### Exercise
Where "Garden" occurs in a line of the entries below, copy that line.
=== Dataset records ===
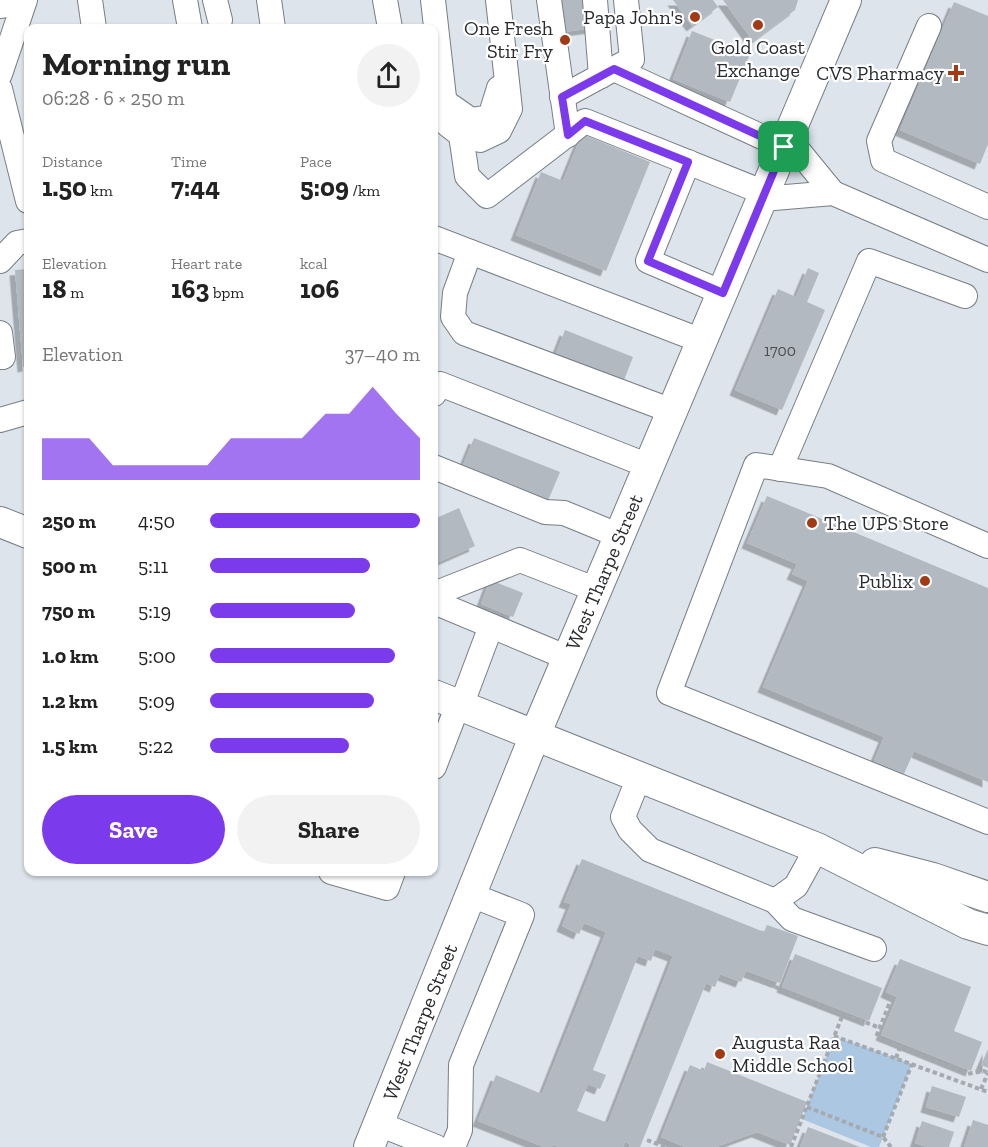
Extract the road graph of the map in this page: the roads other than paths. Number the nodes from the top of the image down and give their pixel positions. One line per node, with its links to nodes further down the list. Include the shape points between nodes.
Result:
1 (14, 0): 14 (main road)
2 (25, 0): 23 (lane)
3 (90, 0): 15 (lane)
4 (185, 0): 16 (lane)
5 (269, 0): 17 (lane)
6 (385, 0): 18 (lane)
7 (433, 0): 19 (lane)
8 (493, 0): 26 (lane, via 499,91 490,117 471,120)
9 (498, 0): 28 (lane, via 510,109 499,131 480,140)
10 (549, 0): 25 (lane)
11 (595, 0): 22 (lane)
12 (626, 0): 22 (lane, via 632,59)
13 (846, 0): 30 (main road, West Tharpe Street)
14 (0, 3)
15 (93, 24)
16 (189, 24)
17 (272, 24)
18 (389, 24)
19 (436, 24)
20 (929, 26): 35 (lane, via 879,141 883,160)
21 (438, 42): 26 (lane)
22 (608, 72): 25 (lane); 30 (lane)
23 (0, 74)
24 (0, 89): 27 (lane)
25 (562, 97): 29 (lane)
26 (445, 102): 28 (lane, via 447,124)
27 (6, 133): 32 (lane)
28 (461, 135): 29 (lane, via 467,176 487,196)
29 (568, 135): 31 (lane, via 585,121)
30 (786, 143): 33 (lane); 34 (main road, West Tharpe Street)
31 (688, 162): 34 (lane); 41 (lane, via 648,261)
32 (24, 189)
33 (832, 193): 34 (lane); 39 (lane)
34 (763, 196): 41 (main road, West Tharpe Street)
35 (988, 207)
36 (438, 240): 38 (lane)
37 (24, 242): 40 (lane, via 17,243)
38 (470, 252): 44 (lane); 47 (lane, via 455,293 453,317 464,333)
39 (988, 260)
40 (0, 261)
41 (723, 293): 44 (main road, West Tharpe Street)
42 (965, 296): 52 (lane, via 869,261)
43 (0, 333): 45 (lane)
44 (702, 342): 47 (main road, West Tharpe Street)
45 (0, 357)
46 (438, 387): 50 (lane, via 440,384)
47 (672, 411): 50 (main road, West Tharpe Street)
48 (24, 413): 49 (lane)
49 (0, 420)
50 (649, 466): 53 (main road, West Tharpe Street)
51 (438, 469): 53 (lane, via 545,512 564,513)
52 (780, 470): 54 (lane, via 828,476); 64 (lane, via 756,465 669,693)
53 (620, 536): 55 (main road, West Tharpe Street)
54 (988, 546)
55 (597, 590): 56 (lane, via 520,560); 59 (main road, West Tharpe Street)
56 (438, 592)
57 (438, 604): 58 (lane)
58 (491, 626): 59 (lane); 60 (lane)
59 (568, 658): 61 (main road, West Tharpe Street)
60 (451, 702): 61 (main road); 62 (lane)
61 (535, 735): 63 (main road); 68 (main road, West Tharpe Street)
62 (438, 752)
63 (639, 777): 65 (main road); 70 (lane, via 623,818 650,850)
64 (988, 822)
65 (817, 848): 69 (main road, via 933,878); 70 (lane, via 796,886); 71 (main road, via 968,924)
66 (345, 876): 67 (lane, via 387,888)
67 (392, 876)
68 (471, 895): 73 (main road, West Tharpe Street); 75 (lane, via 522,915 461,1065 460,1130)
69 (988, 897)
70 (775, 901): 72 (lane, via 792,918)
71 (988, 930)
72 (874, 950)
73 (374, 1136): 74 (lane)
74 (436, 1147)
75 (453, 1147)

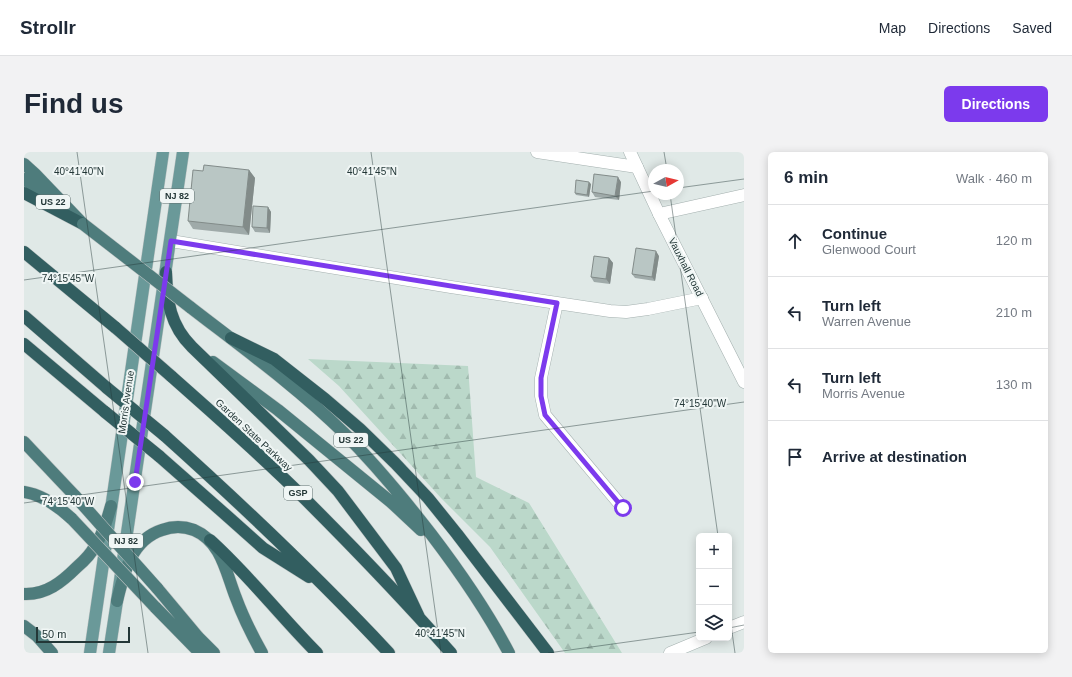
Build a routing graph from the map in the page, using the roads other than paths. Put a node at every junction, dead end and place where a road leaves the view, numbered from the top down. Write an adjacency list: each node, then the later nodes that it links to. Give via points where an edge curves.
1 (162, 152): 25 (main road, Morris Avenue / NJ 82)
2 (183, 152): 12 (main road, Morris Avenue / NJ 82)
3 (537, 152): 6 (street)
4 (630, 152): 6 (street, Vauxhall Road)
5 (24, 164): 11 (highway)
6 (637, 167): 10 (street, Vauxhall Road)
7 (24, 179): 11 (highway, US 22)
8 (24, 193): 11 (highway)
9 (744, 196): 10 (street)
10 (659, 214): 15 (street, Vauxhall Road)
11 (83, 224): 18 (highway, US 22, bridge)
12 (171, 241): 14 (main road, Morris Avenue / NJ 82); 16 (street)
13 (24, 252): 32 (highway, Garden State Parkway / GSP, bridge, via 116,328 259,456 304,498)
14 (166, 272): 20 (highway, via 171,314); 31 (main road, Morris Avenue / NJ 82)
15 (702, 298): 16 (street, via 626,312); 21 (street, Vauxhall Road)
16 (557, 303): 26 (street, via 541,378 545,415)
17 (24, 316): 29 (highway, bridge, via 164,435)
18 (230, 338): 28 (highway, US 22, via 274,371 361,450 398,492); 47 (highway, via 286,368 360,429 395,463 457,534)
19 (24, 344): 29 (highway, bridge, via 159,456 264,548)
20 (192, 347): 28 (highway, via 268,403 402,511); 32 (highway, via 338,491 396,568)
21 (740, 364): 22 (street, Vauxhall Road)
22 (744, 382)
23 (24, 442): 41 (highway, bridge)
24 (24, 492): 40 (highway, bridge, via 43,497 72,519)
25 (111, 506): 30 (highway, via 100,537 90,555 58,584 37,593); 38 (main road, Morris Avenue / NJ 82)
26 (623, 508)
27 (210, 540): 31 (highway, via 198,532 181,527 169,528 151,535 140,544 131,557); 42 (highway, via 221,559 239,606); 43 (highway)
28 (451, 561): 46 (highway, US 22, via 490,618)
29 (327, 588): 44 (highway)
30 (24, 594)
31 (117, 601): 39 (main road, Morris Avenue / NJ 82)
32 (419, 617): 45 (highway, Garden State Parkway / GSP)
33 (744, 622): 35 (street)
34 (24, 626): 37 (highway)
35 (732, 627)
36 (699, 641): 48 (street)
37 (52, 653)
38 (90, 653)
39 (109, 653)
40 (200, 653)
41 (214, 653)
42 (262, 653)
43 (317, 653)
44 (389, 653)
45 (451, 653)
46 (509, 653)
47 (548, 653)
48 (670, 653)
===
### Result for this task
13 (24, 252): 32 (highway, Garden State Parkway / GSP, bridge, via 116,328 259,456 304,498)
32 (419, 617): 45 (highway, Garden State Parkway / GSP)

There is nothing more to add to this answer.